Publié le 26 janvier 2024 10:15:00. Le Pentagone a mené une nouvelle opération militaire au large des côtes vénézuéliennes, ciblant un navire suspecté de trafic de drogue, faisant quatre morts. Cette action s’inscrit dans une série d’interventions américaines controversées visant à lutter contre les cartels et le trafic de stupéfiants.
- Une frappe américaine a détruit un navire au large du Venezuela, entraînant la mort de quatre personnes.
- L’administration américaine justifie ces opérations par la lutte contre le « narco-terrorisme » et la protection du territoire national.
- Des voix s’élèvent, tant du côté démocrate que républicain, pour dénoncer le manque de justification légale de ces frappes.

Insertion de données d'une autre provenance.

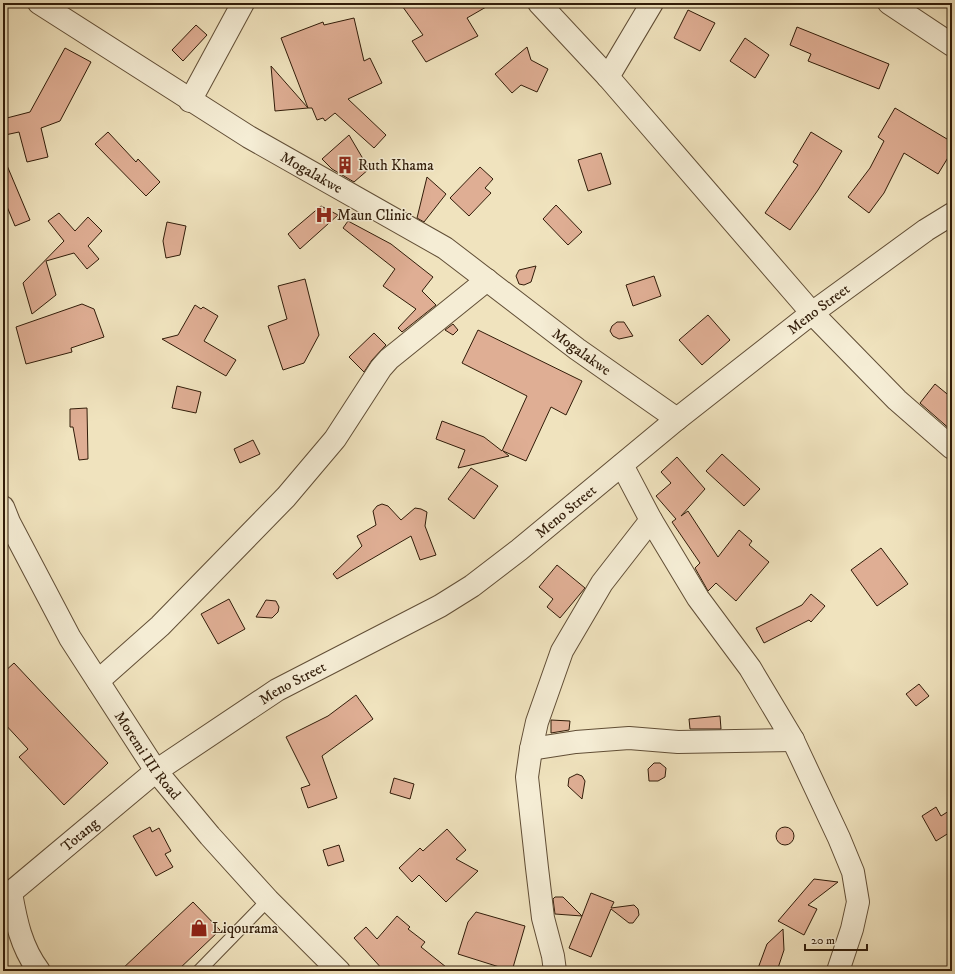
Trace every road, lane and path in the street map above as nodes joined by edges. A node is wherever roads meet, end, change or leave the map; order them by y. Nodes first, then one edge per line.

Le Pentagone a confirmé avoir mené une nouvelle frappe mortelle contre un navire suspecté de transporter des drogues au large des côtes du Venezuela, vendredi matin. Selon le secrétaire à la Défense, Pete Hegseth, quatre individus ont péri dans l’opération. Hegseth a annoncé l’information sur le réseau social X, précisant que le navire était impliqué dans le trafic de stupéfiants et lié à une organisation terroriste désignée.
« Quatre narco-terroristes masculins à bord du navire ont été tués dans la frappe et aucune force américaine n’a été blessée dans l’opération. »
Pete Hegseth, secrétaire à la Défense
Il s’agit de la quatrième frappe américaine connue contre des cibles soupçonnées de trafic de drogue. Au total, ces opérations ont coûté la vie à 21 personnes à bord de quatre navires en eaux internationales au cours des dernières semaines, selon des responsables de l’administration.
Ces actions suscitent une vive controverse aux États-Unis. Des législateurs démocrates, rejoints par certains républicains, estiment que l’administration Trump n’a pas fourni de justification juridique adéquate pour ces frappes. Le sénateur Jack Reed, membre du Comité des services armés du Sénat, a fermement condamné l’opération.
« Chaque Américain devrait être alarmé que le président pense qu’il peut mener des guerres secrètes contre quiconque il choisit. Le Congrès seul a le pouvoir constitutionnel de décider quand l’Amérique va à la guerre. Le président ne peut pas lancer des campagnes militaires et inventer une couverture légale après coup. »
Jack Reed, sénateur (Rhode Island)
Hegseth a affirmé que le navire ciblé transportait « des quantités substantielles de stupéfiants » destinés à « empoisonner le peuple américain ». Le président Donald Trump a également publié un message sur son réseau social Truth Social, affirmant qu’un navire transportant une quantité de drogue suffisante pour tuer entre 25 000 et 50 000 personnes avait été intercepté. Il n’a cependant pas précisé comment cette estimation avait été établie.
Une vidéo diffusée par Hegseth et Trump, estampillée « non classifiée », montre un petit bateau naviguant sur une mer bleue avant d’être touché et détruit. Le type d’arme utilisée (drone, avion de chasse, missile) n’a pas été précisé.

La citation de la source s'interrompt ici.